### Task directions:
The answer must restate every record word for word.

++++ Exercise data

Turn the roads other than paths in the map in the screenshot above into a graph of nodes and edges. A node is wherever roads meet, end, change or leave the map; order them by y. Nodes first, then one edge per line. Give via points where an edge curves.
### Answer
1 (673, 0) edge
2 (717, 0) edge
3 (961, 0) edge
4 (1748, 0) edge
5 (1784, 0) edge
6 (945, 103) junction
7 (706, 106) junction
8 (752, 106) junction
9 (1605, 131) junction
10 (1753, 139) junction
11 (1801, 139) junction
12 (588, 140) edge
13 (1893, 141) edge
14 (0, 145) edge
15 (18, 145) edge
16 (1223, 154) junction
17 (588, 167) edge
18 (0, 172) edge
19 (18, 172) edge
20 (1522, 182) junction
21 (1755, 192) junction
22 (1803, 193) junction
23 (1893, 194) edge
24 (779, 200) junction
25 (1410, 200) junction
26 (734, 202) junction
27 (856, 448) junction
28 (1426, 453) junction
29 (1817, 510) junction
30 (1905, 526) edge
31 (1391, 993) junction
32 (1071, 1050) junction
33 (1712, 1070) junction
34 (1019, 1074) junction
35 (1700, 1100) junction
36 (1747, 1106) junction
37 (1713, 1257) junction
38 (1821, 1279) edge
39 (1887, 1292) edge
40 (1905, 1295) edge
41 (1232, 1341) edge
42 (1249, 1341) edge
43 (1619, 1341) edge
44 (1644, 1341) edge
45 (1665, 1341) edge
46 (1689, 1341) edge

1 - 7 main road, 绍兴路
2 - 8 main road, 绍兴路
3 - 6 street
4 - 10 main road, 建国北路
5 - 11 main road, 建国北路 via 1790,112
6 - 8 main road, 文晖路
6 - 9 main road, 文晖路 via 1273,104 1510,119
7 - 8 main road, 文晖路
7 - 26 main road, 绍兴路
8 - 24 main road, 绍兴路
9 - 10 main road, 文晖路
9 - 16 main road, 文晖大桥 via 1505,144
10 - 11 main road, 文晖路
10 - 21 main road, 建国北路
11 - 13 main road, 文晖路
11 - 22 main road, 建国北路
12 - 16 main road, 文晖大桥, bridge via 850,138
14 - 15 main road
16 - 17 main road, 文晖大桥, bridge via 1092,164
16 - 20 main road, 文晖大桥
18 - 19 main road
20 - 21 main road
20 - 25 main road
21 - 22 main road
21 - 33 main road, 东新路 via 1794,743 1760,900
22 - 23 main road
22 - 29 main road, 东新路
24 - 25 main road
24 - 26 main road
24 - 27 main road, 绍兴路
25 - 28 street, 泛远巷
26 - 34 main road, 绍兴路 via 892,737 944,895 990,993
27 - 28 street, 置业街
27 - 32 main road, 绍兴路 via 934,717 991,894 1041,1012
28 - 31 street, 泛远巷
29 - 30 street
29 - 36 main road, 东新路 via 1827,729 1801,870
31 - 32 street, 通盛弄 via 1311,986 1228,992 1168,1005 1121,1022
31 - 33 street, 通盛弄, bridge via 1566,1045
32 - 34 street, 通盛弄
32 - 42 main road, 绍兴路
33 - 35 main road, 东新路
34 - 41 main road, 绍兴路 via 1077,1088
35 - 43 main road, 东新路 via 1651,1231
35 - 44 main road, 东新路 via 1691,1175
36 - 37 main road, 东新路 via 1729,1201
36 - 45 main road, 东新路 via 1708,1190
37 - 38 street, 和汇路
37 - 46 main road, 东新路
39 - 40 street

++++++++

### Response to the task:
Turn the roads other than paths in the map in the screenshot above into a graph of nodes and edges. A node is wherever roads meet, end, change or leave the map; order them by y. Nodes first, then one edge per line. Give via points where an edge curves.
### Answer
1 (673, 0) edge
2 (717, 0) edge
3 (961, 0) edge
4 (1748, 0) edge
5 (1784, 0) edge
6 (945, 103) junction
7 (706, 106) junction
8 (752, 106) junction
9 (1605, 131) junction
10 (1753, 139) junction
11 (1801, 139) junction
12 (588, 140) edge
13 (1893, 141) edge
14 (0, 145) edge
15 (18, 145) edge
16 (1223, 154) junction
17 (588, 167) edge
18 (0, 172) edge
19 (18, 172) edge
20 (1522, 182) junction
21 (1755, 192) junction
22 (1803, 193) junction
23 (1893, 194) edge
24 (779, 200) junction
25 (1410, 200) junction
26 (734, 202) junction
27 (856, 448) junction
28 (1426, 453) junction
29 (1817, 510) junction
30 (1905, 526) edge
31 (1391, 993) junction
32 (1071, 1050) junction
33 (1712, 1070) junction
34 (1019, 1074) junction
35 (1700, 1100) junction
36 (1747, 1106) junction
37 (1713, 1257) junction
38 (1821, 1279) edge
39 (1887, 1292) edge
40 (1905, 1295) edge
41 (1232, 1341) edge
42 (1249, 1341) edge
43 (1619, 1341) edge
44 (1644, 1341) edge
45 (1665, 1341) edge
46 (1689, 1341) edge

1 - 7 main road, 绍兴路
2 - 8 main road, 绍兴路
3 - 6 street
4 - 10 main road, 建国北路
5 - 11 main road, 建国北路 via 1790,112
6 - 8 main road, 文晖路
6 - 9 main road, 文晖路 via 1273,104 1510,119
7 - 8 main road, 文晖路
7 - 26 main road, 绍兴路
8 - 24 main road, 绍兴路
9 - 10 main road, 文晖路
9 - 16 main road, 文晖大桥 via 1505,144
10 - 11 main road, 文晖路
10 - 21 main road, 建国北路
11 - 13 main road, 文晖路
11 - 22 main road, 建国北路
12 - 16 main road, 文晖大桥, bridge via 850,138
14 - 15 main road
16 - 17 main road, 文晖大桥, bridge via 1092,164
16 - 20 main road, 文晖大桥
18 - 19 main road
20 - 21 main road
20 - 25 main road
21 - 22 main road
21 - 33 main road, 东新路 via 1794,743 1760,900
22 - 23 main road
22 - 29 main road, 东新路
24 - 25 main road
24 - 26 main road
24 - 27 main road, 绍兴路
25 - 28 street, 泛远巷
26 - 34 main road, 绍兴路 via 892,737 944,895 990,993
27 - 28 street, 置业街
27 - 32 main road, 绍兴路 via 934,717 991,894 1041,1012
28 - 31 street, 泛远巷
29 - 30 street
29 - 36 main road, 东新路 via 1827,729 1801,870
31 - 32 street, 通盛弄 via 1311,986 1228,992 1168,1005 1121,1022
31 - 33 street, 通盛弄, bridge via 1566,1045
32 - 34 street, 通盛弄
32 - 42 main road, 绍兴路
33 - 35 main road, 东新路
34 - 41 main road, 绍兴路 via 1077,1088
35 - 43 main road, 东新路 via 1651,1231
35 - 44 main road, 东新路 via 1691,1175
36 - 37 main road, 东新路 via 1729,1201
36 - 45 main road, 东新路 via 1708,1190
37 - 38 street, 和汇路
37 - 46 main road, 东新路
39 - 40 street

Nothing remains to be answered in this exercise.